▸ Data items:

+++

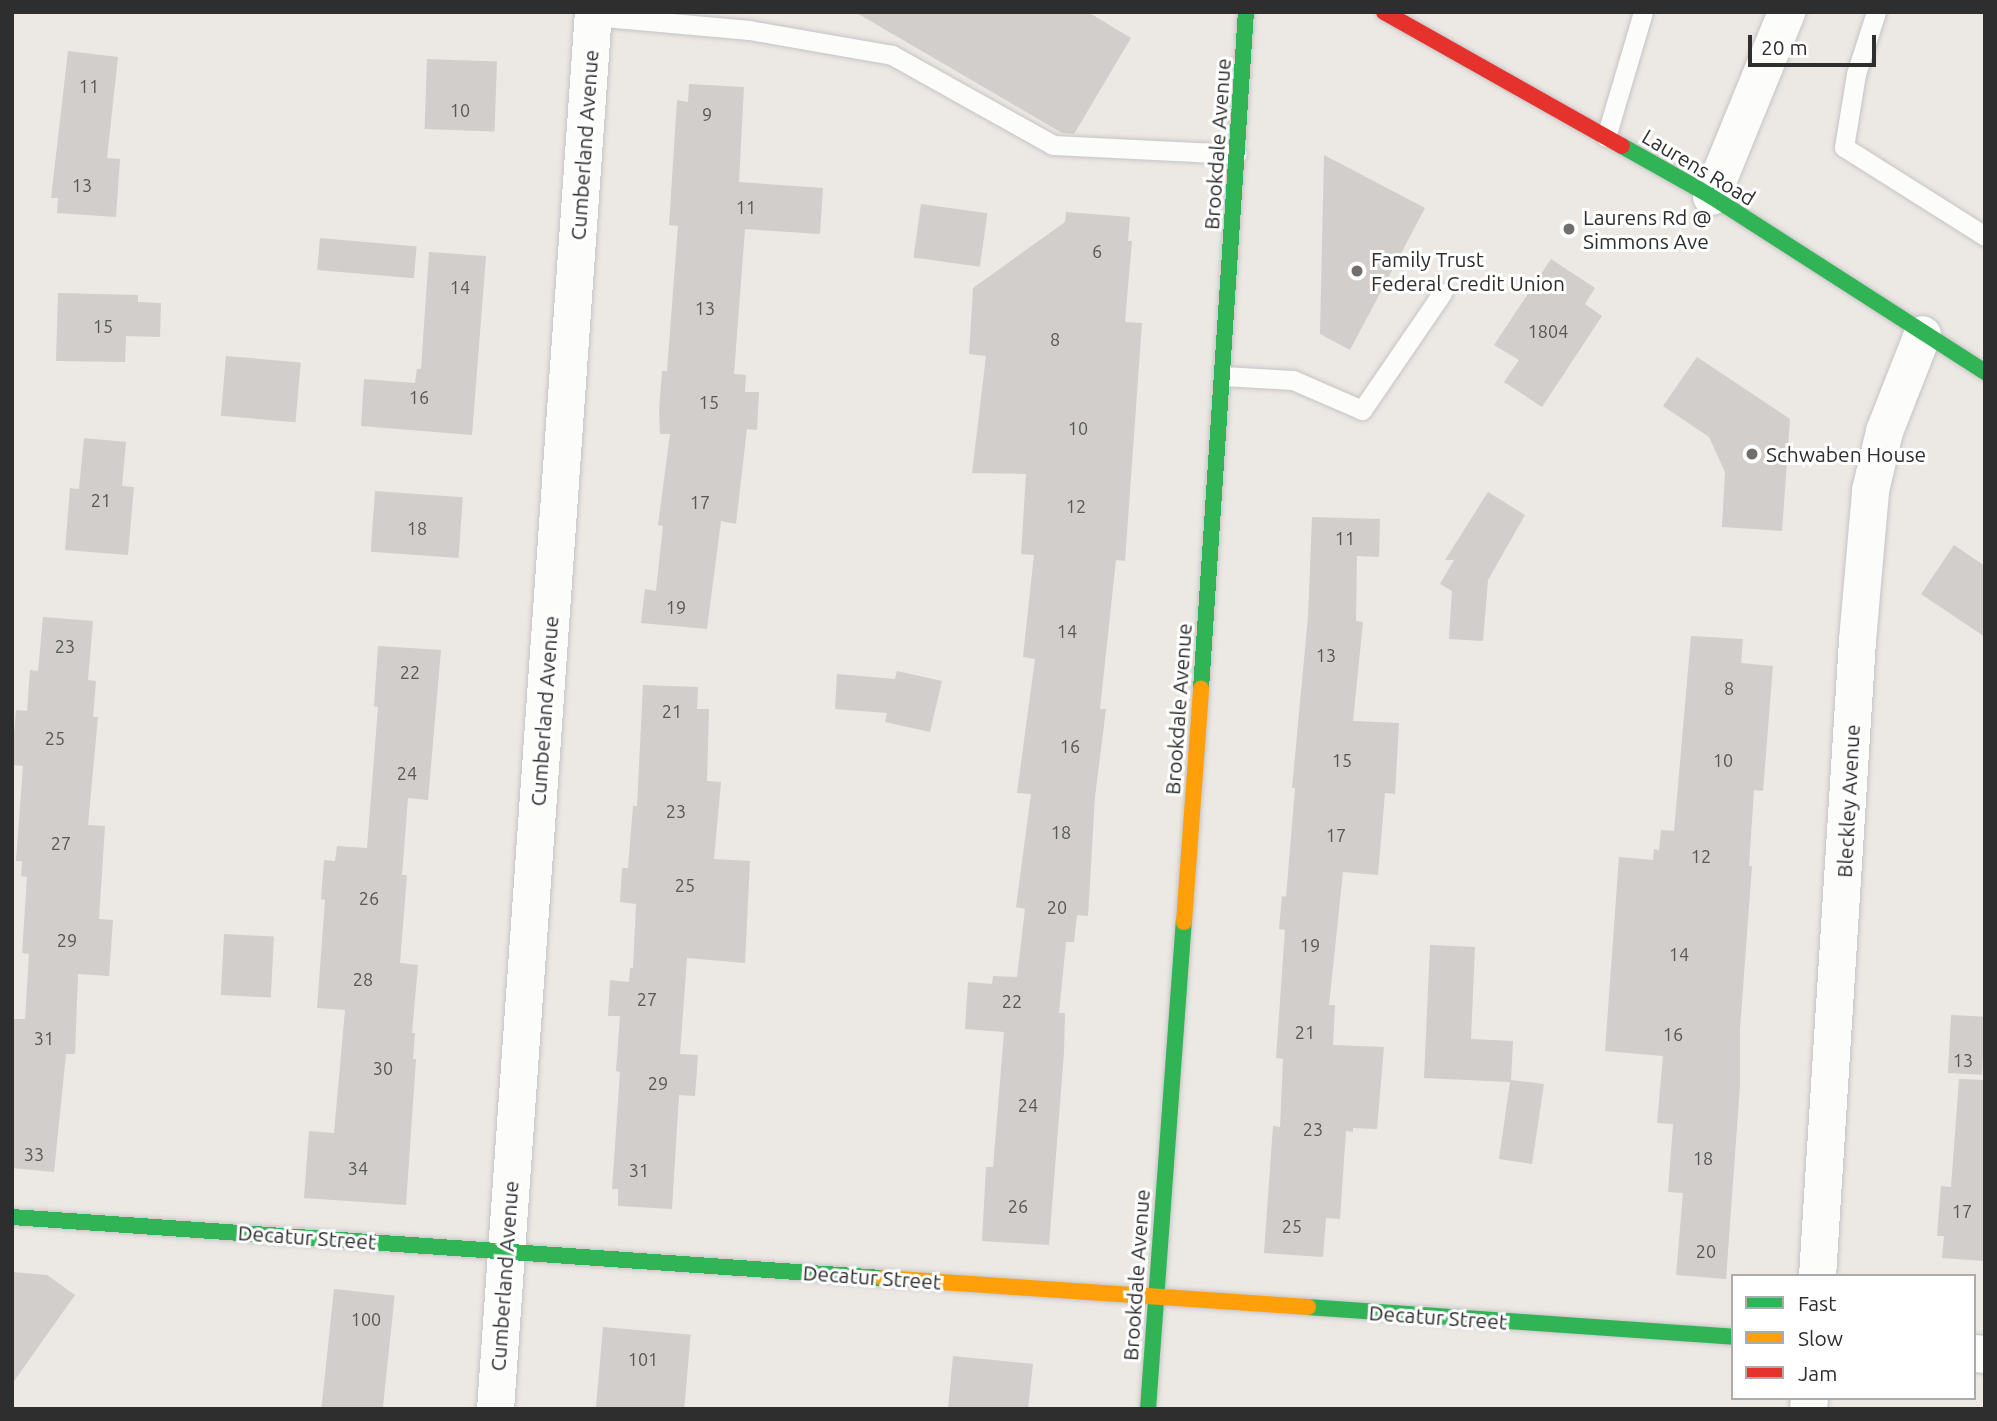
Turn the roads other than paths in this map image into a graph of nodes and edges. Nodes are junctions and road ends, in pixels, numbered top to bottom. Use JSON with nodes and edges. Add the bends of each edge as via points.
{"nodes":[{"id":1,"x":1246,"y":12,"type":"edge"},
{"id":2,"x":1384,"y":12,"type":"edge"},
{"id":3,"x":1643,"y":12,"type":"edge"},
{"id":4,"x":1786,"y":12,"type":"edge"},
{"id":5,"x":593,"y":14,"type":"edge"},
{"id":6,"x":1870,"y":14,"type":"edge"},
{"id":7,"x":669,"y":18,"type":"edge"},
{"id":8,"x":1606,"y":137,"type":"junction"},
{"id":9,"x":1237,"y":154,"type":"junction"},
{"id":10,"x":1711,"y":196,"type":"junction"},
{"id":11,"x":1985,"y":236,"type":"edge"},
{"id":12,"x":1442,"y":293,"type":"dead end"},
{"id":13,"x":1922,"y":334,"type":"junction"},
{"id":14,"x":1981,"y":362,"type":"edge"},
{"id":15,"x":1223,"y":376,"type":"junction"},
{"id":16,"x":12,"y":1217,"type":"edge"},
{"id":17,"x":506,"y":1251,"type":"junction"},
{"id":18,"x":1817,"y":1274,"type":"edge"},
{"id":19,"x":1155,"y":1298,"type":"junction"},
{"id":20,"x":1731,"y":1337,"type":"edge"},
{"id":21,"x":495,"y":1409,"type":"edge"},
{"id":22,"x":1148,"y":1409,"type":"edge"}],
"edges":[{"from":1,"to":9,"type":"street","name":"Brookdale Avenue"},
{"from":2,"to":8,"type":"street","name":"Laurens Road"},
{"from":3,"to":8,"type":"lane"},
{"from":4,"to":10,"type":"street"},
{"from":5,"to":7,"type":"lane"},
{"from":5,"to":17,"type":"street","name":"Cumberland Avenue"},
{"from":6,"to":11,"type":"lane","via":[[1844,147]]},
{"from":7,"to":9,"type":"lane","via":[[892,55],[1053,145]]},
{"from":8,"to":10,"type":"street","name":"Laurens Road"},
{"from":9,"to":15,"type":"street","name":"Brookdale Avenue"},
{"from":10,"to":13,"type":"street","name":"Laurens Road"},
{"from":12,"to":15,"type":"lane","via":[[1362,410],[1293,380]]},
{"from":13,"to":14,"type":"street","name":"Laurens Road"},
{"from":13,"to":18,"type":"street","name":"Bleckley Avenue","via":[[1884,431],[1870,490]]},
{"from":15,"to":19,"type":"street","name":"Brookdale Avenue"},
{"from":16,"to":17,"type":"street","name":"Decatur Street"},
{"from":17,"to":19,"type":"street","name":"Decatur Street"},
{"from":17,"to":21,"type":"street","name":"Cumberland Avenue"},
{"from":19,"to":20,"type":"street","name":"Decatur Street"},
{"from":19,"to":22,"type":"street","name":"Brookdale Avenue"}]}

+++

▸ Work instructions: Without the pictures, give the entries above back exactly.

▸ Response to this task:
Turn the roads other than paths in this map image into a graph of nodes and edges. Nodes are junctions and road ends, in pixels, numbered top to bottom. Use JSON with nodes and edges. Add the bends of each edge as via points.
{"nodes":[{"id":1,"x":1246,"y":12,"type":"edge"},
{"id":2,"x":1384,"y":12,"type":"edge"},
{"id":3,"x":1643,"y":12,"type":"edge"},
{"id":4,"x":1786,"y":12,"type":"edge"},
{"id":5,"x":593,"y":14,"type":"edge"},
{"id":6,"x":1870,"y":14,"type":"edge"},
{"id":7,"x":669,"y":18,"type":"edge"},
{"id":8,"x":1606,"y":137,"type":"junction"},
{"id":9,"x":1237,"y":154,"type":"junction"},
{"id":10,"x":1711,"y":196,"type":"junction"},
{"id":11,"x":1985,"y":236,"type":"edge"},
{"id":12,"x":1442,"y":293,"type":"dead end"},
{"id":13,"x":1922,"y":334,"type":"junction"},
{"id":14,"x":1981,"y":362,"type":"edge"},
{"id":15,"x":1223,"y":376,"type":"junction"},
{"id":16,"x":12,"y":1217,"type":"edge"},
{"id":17,"x":506,"y":1251,"type":"junction"},
{"id":18,"x":1817,"y":1274,"type":"edge"},
{"id":19,"x":1155,"y":1298,"type":"junction"},
{"id":20,"x":1731,"y":1337,"type":"edge"},
{"id":21,"x":495,"y":1409,"type":"edge"},
{"id":22,"x":1148,"y":1409,"type":"edge"}],
"edges":[{"from":1,"to":9,"type":"street","name":"Brookdale Avenue"},
{"from":2,"to":8,"type":"street","name":"Laurens Road"},
{"from":3,"to":8,"type":"lane"},
{"from":4,"to":10,"type":"street"},
{"from":5,"to":7,"type":"lane"},
{"from":5,"to":17,"type":"street","name":"Cumberland Avenue"},
{"from":6,"to":11,"type":"lane","via":[[1844,147]]},
{"from":7,"to":9,"type":"lane","via":[[892,55],[1053,145]]},
{"from":8,"to":10,"type":"street","name":"Laurens Road"},
{"from":9,"to":15,"type":"street","name":"Brookdale Avenue"},
{"from":10,"to":13,"type":"street","name":"Laurens Road"},
{"from":12,"to":15,"type":"lane","via":[[1362,410],[1293,380]]},
{"from":13,"to":14,"type":"street","name":"Laurens Road"},
{"from":13,"to":18,"type":"street","name":"Bleckley Avenue","via":[[1884,431],[1870,490]]},
{"from":15,"to":19,"type":"street","name":"Brookdale Avenue"},
{"from":16,"to":17,"type":"street","name":"Decatur Street"},
{"from":17,"to":19,"type":"street","name":"Decatur Street"},
{"from":17,"to":21,"type":"street","name":"Cumberland Avenue"},
{"from":19,"to":20,"type":"street","name":"Decatur Street"},
{"from":19,"to":22,"type":"street","name":"Brookdale Avenue"}]}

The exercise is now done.